Industry experts cite currency volatility, non-transparent pricing and logistical issues for the shortage of spare parts that is driving up prices. While some parts were in short supply during the Covid-19 pandemic, EU sanctions and limited supply routes since the invasion began in late February have exacerbated the situation.
Government measures like quasi-legal imports and allowing non-original parts in car repair insurance calculations have done little to control prices and increase availability, Kommersant reported.

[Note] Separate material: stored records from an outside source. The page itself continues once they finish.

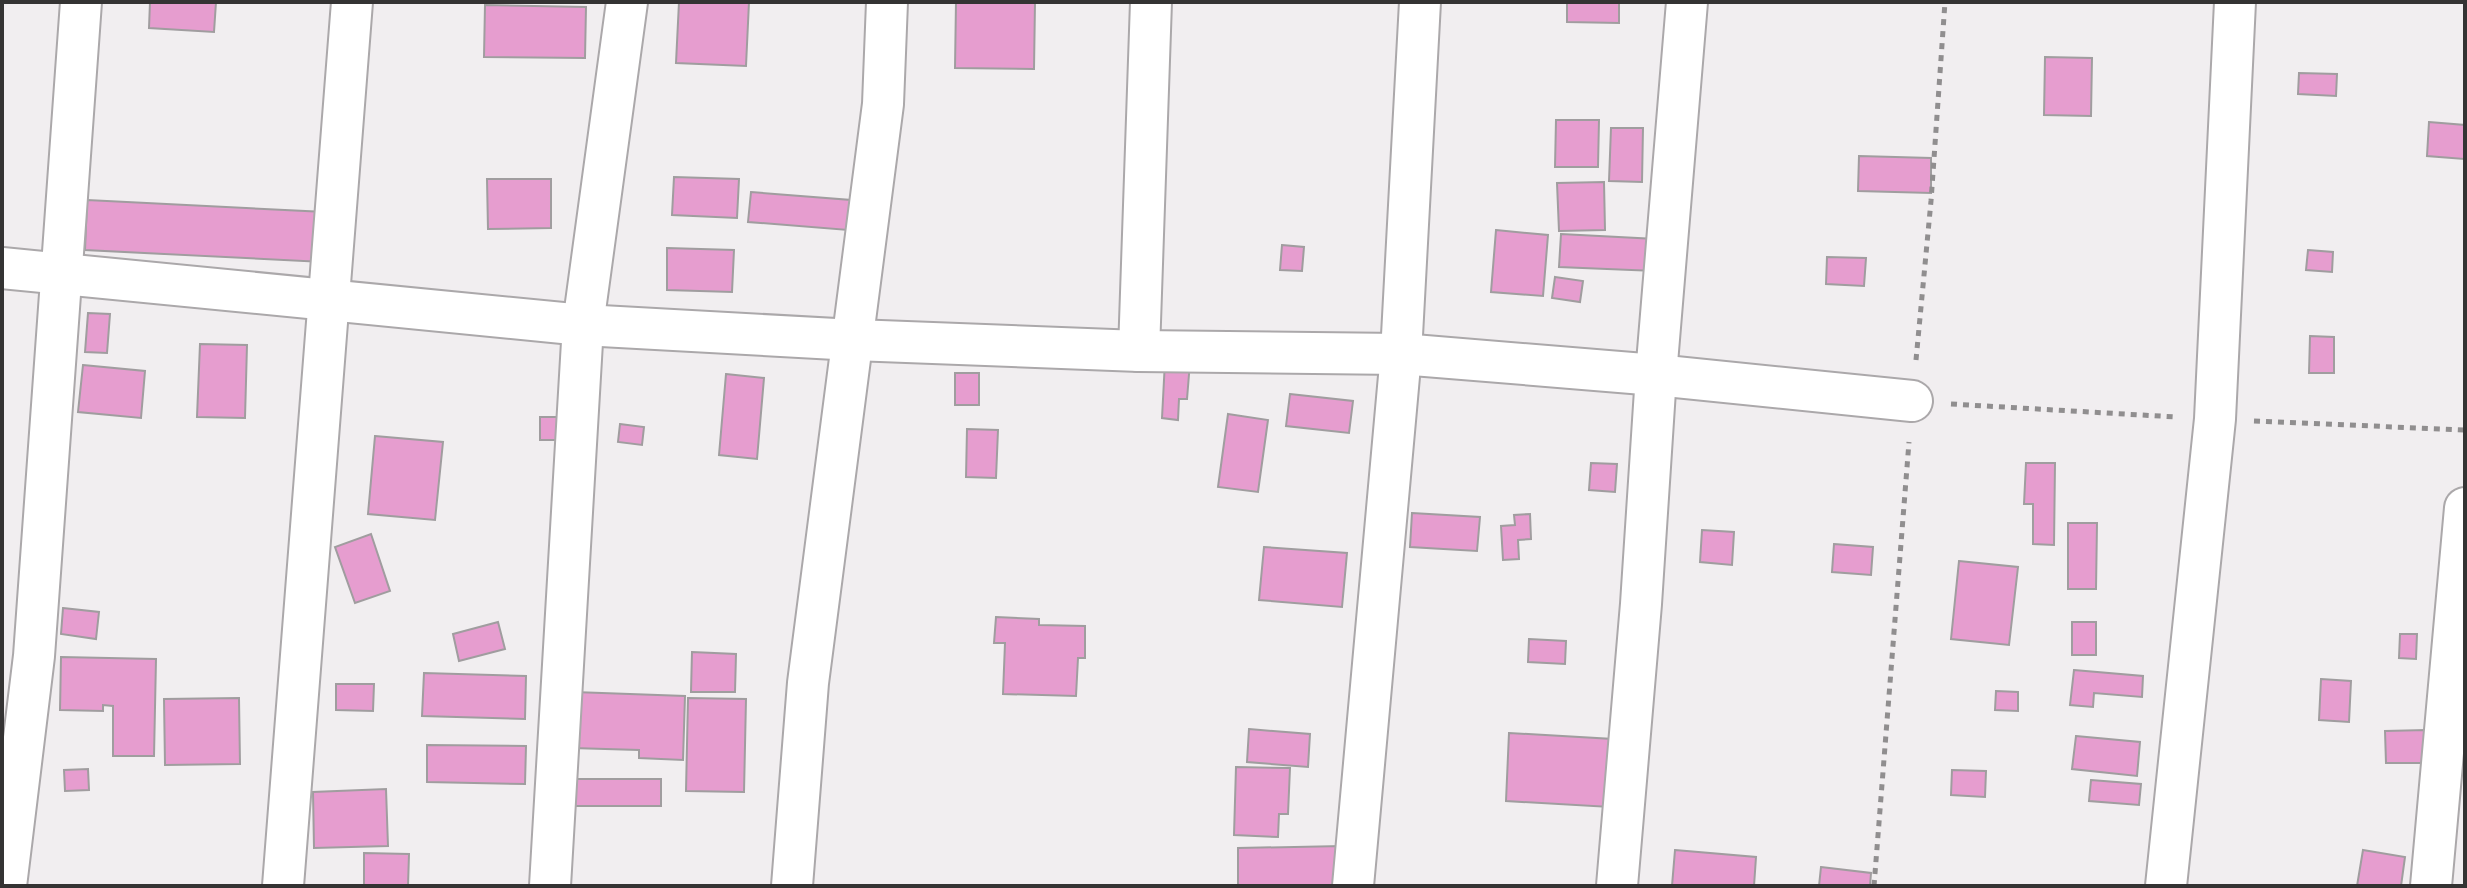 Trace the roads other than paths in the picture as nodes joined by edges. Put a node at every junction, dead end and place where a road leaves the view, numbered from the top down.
1 (81, 2) edge
2 (352, 2) edge
3 (627, 2) edge
4 (887, 2) edge
5 (1151, 2) edge
6 (1420, 2) edge
7 (1687, 2) edge
8 (2235, 2) edge
9 (2, 268) edge
10 (61, 273) junction
11 (329, 300) junction
12 (583, 325) junction
13 (854, 340) junction
14 (1139, 351) junction
15 (1401, 354) junction
16 (1656, 375) junction
17 (1912, 401) dead end
18 (2465, 508) edge
19 (6, 886) edge
20 (283, 886) edge
21 (550, 886) edge
22 (792, 886) edge
23 (1353, 886) edge
24 (1617, 886) edge
25 (2166, 886) edge
26 (2431, 886) edge

1 - 10 street
2 - 11 street
3 - 12 street
4 - 13 street
5 - 14 street
6 - 15 street
7 - 16 street
8 - 25 street
9 - 10 street
10 - 11 street
10 - 19 street
11 - 12 street
11 - 20 street
12 - 13 street
12 - 21 street
13 - 14 street
13 - 22 street
14 - 15 street
15 - 16 street
15 - 23 street
16 - 17 street
16 - 24 street
18 - 26 street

“On the whole, spare part inventory is shrinking,” said Alexei Gulyayev, deputy general director for Russia’s major dealer Avilon.
“There’s enough spare parts in stock for two to four months of work,” Gulyayev told Kommersant.
Between February and late April, prices for bumpers rose by 33%, headlights by 32% and fenders by 31%; doors, hoods and grilles have gotten 30% more expensive, while glasses saw the smallest increase of 26%.
Ford was the runaway leader with an 83% price increase in body repair parts, according to Tinkoff Insurance data cited by Kommersant.
Parts for Subaru, Mercedes-Benz and BMW followed with more than 40% increases. On the lower end, Lexus, Toyota and Hyundai saw increases ranging from 15% to 20%.